DiLiTAL 2017 : Diversité linguistique et TAL


When Jun 26, 2017 - Jun 26, 2017
Where Orléans, France
Submission Deadline May 1, 2017
Notification Due May 20, 2017
Final Version Due Jun 26, 2017
Categories    natural language processing   poorly endowed languages

Call For Papers

Knowing how to communicate is one of the founding principles of every society. Our lives along with our existence are inextricably related to our ability to mutually understand each other. However, this situation may well be construed as an insuperable problem due to our culture and linguistic difference as well as our life experiences, viewpoints, etc. Replete are the countries where people practice many languages no matter how different their statuses are, a situation which yields an important disparity between languages at the level of Natural Language Processing (NLP) tools and resources. Languages with a lower status are commonly dubbed “Poorly Endowed Languages” (PEL). More often than not, the NLP scientific work exhibits little interest in these languages, which may well be construed as an incontestable handicap, especially within the predominating globalizing context.

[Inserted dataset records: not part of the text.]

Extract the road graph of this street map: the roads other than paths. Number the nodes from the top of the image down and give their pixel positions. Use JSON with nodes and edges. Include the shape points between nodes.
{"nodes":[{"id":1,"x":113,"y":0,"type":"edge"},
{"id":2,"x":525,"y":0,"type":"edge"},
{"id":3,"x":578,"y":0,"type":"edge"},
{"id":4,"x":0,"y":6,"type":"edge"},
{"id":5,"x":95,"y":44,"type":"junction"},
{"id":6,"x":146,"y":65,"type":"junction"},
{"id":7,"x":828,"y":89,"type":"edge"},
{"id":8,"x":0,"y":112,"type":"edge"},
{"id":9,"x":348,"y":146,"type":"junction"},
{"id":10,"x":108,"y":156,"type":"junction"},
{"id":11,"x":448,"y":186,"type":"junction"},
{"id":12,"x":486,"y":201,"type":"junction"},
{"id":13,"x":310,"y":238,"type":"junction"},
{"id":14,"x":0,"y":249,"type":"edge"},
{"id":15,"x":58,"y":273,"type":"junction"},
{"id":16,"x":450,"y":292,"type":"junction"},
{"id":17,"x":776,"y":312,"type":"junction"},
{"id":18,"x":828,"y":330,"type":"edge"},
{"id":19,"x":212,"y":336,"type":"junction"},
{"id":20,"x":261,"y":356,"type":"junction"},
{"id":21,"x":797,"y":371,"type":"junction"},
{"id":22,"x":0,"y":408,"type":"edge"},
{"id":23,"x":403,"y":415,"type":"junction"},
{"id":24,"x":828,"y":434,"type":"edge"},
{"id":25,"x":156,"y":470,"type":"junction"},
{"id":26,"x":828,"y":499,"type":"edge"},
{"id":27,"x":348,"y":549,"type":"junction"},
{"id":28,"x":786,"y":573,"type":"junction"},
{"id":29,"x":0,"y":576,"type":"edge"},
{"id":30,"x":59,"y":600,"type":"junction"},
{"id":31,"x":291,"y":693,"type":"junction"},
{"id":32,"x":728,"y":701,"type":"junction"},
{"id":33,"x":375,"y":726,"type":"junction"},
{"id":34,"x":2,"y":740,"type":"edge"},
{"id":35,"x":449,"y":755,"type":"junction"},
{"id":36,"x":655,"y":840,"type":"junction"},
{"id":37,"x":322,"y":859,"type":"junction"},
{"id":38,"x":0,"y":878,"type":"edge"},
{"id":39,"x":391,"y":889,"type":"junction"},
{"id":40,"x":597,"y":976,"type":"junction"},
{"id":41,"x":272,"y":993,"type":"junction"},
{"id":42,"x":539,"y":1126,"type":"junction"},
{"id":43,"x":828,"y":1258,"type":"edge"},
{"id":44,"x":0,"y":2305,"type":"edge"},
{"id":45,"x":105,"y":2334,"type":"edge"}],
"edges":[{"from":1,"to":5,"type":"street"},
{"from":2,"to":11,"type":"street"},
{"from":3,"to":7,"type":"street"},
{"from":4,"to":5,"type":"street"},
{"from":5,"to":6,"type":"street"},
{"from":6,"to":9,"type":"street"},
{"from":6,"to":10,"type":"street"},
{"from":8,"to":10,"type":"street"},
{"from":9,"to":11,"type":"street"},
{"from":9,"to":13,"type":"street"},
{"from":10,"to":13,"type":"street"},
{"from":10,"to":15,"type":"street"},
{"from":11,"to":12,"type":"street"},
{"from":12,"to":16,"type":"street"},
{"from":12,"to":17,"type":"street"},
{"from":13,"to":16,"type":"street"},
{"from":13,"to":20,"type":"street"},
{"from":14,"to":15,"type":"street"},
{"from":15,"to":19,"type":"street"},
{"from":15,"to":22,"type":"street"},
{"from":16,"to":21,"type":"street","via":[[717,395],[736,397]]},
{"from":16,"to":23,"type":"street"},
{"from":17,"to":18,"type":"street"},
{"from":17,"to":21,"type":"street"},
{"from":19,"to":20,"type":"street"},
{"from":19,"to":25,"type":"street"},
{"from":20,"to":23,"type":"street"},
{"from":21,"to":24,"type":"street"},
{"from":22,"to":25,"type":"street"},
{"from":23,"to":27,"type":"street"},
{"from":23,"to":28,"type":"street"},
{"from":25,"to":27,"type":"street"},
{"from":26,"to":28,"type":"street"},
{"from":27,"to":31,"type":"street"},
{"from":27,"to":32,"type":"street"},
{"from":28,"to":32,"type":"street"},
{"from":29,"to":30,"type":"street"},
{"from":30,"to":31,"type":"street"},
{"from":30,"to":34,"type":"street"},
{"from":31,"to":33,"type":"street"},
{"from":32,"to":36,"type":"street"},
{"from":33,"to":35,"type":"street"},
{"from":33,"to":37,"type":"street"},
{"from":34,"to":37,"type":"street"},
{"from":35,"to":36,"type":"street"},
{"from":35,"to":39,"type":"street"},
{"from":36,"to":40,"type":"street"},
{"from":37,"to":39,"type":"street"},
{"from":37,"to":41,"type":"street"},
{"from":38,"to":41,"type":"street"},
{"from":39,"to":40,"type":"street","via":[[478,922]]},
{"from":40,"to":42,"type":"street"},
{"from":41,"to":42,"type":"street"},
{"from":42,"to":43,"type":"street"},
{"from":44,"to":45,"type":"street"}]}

Well aware of this situation, this workshop is looking forward to setting up the ground for a reflection whose central thrust is to endorse and enlarge NLP work to a whole range of languages other than the putatively well-treated languages. The main goal meant to be achieved in this workshop is to introduce linguistic and cultural diversity along a line of thinking that focuses on the creation of resources and tools as well as meet the PEL specialists training needs. This demarche, thereby, falls under the various initiatives set up by big international organizations (United Nations, Europe Council, etc.) with an eye to meeting the aforementioned objective.

The need to automatically process PELs derives much of its appeal and utility from scientific and humanitarian (health, education, culture and communication) needs. Stakes may further extend to political needs (access to information and learning). In fine accord with a number of PEL-interested-researchers common line of thinking, DiLiTAL’s central goal is to sensitize scientific community of the stakes and obstacles besetting the processing of such languages. We would like to unravel the main difficulties with an eye to broaching an epistemological reflection on the generic capacity of tools and resources, which will make the processing of a huge number of languages possible. Another objective meant to be achieved is to identify PEL specific needs based on their specificity and typology. From the foregoing, it emerges that this enterprise aims at shedding light on the various methods and techniques deployed so as to inject some dynamism into the construction and sharing of resources and to ease knowledge and know-how transfer.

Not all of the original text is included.